In the entries that follow, find the word "import" and report each line it is on.

Start of Block

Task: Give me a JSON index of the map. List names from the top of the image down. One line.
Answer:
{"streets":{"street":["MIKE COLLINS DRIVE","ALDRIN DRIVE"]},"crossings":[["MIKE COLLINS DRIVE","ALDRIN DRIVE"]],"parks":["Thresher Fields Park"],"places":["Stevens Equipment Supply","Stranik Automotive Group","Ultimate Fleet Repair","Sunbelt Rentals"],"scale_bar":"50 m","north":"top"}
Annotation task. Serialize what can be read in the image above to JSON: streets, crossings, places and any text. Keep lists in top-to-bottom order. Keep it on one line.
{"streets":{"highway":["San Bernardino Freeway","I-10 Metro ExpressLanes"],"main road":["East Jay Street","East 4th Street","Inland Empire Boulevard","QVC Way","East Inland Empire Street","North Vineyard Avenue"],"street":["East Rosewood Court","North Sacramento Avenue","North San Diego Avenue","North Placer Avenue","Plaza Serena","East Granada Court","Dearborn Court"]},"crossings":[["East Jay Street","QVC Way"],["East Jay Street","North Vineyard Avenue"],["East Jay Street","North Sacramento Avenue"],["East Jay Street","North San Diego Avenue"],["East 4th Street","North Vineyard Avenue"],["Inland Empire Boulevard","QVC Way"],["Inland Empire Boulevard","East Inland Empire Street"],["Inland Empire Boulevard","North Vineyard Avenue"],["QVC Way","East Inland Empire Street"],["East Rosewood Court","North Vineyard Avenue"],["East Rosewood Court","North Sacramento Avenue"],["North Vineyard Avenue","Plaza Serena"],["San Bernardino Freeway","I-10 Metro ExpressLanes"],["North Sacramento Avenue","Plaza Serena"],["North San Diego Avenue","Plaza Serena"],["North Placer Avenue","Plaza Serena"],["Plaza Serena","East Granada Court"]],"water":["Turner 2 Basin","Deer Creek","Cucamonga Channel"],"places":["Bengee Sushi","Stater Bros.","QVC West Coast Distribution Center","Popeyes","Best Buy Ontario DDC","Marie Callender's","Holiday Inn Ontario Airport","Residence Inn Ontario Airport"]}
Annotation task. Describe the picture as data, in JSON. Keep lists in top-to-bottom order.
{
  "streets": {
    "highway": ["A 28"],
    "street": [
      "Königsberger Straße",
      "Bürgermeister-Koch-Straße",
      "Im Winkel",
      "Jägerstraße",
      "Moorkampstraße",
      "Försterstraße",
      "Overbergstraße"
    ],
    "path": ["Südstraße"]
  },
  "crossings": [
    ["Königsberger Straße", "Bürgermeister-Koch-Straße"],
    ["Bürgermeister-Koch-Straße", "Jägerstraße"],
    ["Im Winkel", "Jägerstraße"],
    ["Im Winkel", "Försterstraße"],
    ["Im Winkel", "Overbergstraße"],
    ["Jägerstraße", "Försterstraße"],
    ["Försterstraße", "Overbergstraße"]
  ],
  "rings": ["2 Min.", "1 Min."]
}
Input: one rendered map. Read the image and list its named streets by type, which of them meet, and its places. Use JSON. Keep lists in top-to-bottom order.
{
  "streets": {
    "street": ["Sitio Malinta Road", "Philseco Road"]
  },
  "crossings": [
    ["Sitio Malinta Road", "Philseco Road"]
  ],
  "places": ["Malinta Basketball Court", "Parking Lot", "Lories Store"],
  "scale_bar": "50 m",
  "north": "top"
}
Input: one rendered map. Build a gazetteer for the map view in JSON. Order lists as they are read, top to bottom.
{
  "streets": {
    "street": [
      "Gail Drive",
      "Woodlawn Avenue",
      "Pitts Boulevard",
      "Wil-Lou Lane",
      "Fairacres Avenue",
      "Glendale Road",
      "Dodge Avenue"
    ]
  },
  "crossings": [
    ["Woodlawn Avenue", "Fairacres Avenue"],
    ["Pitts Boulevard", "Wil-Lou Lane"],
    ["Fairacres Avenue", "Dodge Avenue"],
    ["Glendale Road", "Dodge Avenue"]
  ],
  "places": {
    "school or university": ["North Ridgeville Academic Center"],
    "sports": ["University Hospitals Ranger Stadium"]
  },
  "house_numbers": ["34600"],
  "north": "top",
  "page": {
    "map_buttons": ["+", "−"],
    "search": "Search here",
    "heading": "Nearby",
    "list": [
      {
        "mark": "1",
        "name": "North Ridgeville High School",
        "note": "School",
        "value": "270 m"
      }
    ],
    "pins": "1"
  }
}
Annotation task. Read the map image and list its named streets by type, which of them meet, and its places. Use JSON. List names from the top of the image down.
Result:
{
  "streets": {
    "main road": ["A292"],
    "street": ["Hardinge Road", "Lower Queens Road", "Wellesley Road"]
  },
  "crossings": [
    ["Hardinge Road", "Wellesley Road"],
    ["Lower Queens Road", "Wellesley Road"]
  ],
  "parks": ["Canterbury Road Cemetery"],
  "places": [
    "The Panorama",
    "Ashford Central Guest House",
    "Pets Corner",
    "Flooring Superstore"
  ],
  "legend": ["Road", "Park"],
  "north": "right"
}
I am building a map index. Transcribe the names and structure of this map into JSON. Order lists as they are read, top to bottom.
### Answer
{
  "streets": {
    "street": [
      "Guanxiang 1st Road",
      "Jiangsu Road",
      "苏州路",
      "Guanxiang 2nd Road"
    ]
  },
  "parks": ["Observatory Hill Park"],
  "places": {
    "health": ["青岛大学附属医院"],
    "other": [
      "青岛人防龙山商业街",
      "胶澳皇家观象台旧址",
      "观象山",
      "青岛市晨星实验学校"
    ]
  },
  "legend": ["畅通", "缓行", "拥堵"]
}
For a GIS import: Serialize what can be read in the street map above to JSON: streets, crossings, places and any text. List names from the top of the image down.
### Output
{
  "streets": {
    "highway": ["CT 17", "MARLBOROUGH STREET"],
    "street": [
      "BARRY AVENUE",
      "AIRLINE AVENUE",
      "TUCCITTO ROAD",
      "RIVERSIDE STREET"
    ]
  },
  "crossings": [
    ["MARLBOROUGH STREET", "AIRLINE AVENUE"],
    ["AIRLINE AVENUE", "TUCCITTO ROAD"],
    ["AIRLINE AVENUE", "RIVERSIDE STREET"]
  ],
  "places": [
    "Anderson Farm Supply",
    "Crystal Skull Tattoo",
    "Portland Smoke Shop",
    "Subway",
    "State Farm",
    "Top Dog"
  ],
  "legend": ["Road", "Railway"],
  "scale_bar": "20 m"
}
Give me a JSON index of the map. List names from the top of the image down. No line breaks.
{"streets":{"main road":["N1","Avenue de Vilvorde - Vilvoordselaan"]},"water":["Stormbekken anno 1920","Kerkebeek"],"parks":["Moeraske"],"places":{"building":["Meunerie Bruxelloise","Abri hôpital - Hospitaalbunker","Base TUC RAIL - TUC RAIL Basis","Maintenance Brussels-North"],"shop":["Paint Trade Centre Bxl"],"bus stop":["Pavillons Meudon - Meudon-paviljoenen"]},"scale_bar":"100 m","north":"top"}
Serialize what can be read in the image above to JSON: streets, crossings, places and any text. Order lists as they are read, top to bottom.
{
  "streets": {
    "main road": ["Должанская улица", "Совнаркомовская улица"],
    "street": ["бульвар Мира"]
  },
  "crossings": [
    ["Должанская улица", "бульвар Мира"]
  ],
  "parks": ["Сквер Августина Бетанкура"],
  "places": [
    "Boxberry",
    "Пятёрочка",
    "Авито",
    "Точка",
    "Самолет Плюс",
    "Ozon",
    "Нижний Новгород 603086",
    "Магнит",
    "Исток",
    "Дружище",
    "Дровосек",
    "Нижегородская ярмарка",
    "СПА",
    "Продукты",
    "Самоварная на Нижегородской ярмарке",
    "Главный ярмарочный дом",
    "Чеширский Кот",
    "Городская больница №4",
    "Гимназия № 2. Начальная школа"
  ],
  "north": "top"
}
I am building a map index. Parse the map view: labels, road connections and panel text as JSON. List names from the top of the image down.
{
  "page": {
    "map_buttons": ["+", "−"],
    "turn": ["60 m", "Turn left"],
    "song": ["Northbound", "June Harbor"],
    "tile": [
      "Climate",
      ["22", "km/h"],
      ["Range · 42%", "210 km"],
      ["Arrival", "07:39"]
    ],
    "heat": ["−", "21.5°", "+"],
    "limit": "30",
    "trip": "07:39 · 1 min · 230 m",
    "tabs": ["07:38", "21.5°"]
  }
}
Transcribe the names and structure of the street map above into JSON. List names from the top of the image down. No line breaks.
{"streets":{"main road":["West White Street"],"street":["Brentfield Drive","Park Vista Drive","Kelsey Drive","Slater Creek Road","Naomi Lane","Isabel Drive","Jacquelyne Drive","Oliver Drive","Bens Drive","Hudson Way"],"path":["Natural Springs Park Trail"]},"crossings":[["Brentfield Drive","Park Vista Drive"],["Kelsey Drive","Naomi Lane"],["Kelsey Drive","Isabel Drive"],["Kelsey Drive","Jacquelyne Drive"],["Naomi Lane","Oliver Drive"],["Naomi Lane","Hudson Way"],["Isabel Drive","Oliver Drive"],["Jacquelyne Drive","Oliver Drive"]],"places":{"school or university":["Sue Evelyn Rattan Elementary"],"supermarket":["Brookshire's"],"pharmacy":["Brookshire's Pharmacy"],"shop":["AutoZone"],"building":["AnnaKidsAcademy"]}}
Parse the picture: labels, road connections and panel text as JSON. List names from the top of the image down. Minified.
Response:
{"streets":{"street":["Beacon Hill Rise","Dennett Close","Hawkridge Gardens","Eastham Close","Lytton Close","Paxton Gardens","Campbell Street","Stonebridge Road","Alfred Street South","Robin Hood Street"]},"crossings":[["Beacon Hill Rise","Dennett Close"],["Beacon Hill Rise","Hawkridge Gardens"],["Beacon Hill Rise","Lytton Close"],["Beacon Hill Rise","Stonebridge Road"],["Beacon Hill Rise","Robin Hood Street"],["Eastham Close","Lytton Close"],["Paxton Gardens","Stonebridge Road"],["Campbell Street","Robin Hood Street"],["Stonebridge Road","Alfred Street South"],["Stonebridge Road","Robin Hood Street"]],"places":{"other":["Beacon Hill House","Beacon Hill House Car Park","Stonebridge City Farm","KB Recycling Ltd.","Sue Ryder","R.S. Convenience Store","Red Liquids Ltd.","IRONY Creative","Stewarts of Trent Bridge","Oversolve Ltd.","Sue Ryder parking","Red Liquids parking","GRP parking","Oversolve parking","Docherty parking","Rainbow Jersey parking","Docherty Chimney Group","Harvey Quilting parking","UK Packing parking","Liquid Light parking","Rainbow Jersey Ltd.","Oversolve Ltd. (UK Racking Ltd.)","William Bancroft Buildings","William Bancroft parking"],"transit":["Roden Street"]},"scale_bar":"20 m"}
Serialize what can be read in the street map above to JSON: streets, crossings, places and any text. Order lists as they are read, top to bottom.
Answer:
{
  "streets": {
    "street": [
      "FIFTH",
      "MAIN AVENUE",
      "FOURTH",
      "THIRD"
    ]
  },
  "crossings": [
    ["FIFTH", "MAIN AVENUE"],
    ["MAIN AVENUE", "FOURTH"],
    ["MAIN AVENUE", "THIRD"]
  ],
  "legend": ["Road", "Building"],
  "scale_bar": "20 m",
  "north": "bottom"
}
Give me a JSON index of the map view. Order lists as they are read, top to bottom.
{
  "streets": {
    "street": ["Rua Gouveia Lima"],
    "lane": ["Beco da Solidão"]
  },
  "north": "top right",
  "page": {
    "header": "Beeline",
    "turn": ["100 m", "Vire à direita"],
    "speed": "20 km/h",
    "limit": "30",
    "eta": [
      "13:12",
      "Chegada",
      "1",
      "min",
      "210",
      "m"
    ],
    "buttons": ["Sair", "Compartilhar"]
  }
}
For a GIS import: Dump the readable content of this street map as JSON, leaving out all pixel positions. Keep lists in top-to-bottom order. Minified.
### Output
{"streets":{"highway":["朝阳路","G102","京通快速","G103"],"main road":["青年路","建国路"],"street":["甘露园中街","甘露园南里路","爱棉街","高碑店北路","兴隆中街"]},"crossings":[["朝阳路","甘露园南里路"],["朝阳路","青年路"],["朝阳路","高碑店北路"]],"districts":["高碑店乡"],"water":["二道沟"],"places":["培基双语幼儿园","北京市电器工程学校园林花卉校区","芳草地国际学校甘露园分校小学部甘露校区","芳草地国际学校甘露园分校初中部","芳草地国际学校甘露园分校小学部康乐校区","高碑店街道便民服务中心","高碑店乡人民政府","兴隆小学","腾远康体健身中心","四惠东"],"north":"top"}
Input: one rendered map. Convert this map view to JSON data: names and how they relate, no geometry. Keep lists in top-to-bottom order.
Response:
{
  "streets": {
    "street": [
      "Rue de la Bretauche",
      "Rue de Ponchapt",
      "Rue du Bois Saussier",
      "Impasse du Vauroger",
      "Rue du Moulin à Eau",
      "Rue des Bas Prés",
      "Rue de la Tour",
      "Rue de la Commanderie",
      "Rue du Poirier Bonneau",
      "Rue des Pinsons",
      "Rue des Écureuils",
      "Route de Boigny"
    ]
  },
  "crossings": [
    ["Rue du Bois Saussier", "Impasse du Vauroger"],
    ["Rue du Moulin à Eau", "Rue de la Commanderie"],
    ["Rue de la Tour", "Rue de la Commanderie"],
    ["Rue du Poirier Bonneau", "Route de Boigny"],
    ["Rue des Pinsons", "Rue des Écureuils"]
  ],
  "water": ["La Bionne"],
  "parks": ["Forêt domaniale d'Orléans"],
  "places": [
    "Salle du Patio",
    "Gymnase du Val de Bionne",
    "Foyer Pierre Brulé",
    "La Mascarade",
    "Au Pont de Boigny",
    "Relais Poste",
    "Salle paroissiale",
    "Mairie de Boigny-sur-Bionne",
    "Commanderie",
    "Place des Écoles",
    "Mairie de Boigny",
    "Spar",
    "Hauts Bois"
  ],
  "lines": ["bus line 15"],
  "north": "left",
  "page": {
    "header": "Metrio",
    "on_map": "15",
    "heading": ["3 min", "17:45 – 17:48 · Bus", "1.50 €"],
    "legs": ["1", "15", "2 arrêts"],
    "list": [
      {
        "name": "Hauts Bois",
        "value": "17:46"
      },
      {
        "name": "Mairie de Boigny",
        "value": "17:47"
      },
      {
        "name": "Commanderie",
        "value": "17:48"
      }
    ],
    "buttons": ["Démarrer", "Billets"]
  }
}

End of Block

WRITTEN ANSWER |
For a GIS import: Serialize what can be read in the street map above to JSON: streets, crossings, places and any text. List names from the top of the image down.
For a GIS import: Dump the readable content of this street map as JSON, leaving out all pixel positions. Keep lists in top-to-bottom order. Minified.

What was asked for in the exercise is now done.